“I found Julie fussing over you, and I motioned to her husband to get her away into the drawing-room. He came back and we put you on the couch, and that’s all there is to it. I told them to stop in at Carr’s and send him here.”
“What did I say? I mean,” Storm hastily amended, “I don’t remember anything. Julie and Dick came to tell me how Leila had brought them together again when they were on the point of a separation. You remember when she told us that she had been out to the Ferndale Inn with Julie? That wasn’t only to keep her visit to old Jaffray’s office secret, but because she had promised Julie to lie for her. They thought I might have misunderstood, and that it would comfort me to know she had made peace between them, but instead it—it broke me up! The full realization came over me of all that I had lost, and I went off my head, I guess. Tell me what I said, George.”

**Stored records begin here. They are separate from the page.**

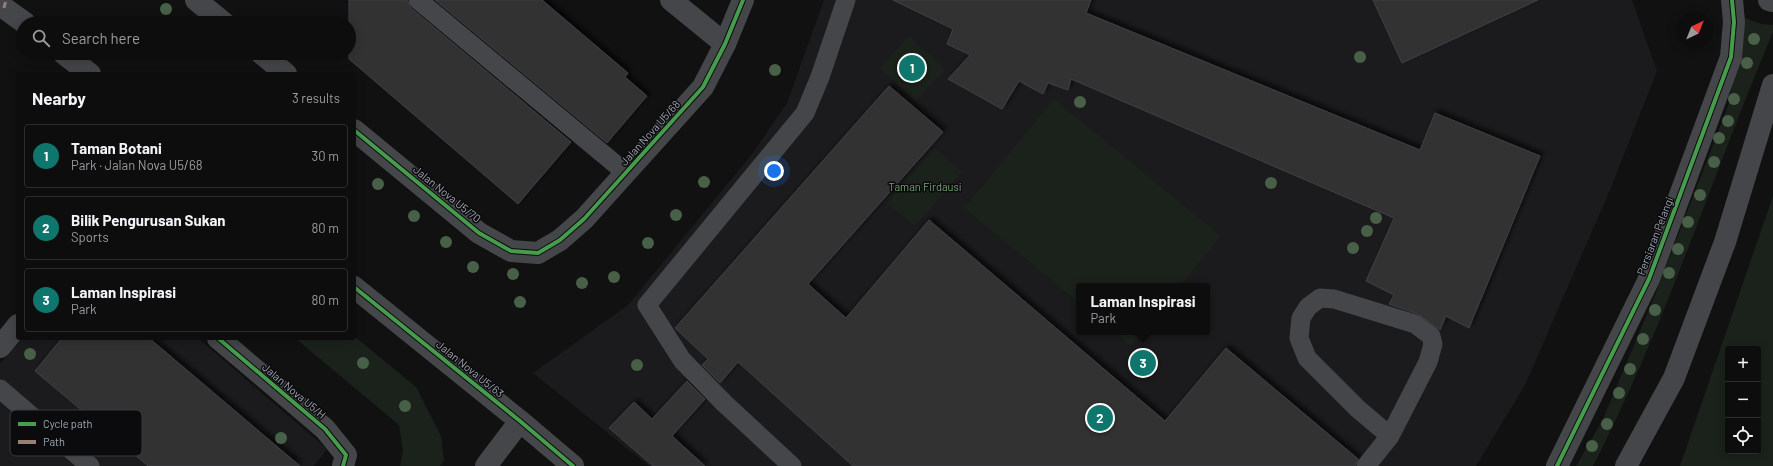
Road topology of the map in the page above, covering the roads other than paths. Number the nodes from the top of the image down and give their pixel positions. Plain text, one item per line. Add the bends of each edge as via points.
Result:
1 (196, 0) edge
2 (418, 0) edge
3 (671, 0) edge
4 (744, 0) edge
5 (846, 0) edge
6 (1732, 0) edge
7 (1769, 0) edge
8 (1773, 1) edge
9 (0, 5) edge
10 (215, 16) edge
11 (16, 17) edge
12 (725, 44) junction
13 (72, 60) edge
14 (269, 60) edge
15 (87, 72) edge
16 (284, 72) edge
17 (1773, 85) edge
18 (356, 132) edge
19 (626, 173) junction
20 (538, 253) joint
21 (356, 289) edge
22 (16, 327) edge
23 (220, 340) edge
24 (0, 347) edge
25 (0, 389) edge
26 (25, 410) edge
27 (520, 421) junction
28 (1390, 436) junction
29 (78, 456) edge
30 (90, 466) edge
31 (343, 466) edge
32 (486, 466) edge
33 (573, 466) edge
34 (792, 466) edge
35 (1366, 466) edge
36 (1557, 466) edge
37 (1626, 466) edge

1 - 10 street
2 - 19 lane
3 - 12 street
4 - 12 street, Jalan Nova U5/68
5 - 34 lane via 806,113 647,305 682,360
6 - 36 street, Persiaran Pelangi via 1734,22 1731,57 1649,279
7 - 8 street
9 - 11 street
12 - 19 street, Jalan Nova U5/68 via 703,87
13 - 15 street
14 - 16 street
17 - 37 street via 1726,242 1676,370
18 - 20 street, Jalan Nova U5/70 via 479,233 511,251
19 - 20 street, Jalan Nova U5/68 via 584,219 560,240
21 - 27 street, Jalan Nova U5/63
22 - 24 street
23 - 31 street, Jalan Nova U5/H via 325,429 346,455
25 - 26 lane
27 - 32 street
27 - 33 street, Jalan Nova U5/63
28 - 28 lane via 1428,362 1433,344 1431,336 1415,324 1334,299 1320,298 1308,307 1301,318 1299,338 1306,358
28 - 35 lane
29 - 30 lane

“Why, nothing! You just—hang it all, man, you gave way to your feelings, that’s all! You didn’t say anything,” George replied uncomfortably. “When the doctor came he gave you a good stiff hypodermic, and you dropped off to sleep like a baby. You’re bound to feel rocky, you know, but you’re over the worst of it!”
“Poor old George!” With renewed confidence there came to Storm a twinge of compunction. “You look as though you needed the doctor yourself! You must have had a rotten night.”
“Never you mind about me!” returned George gruffly. “Here! Carr said you were to take this when you woke up and not to talk too much.”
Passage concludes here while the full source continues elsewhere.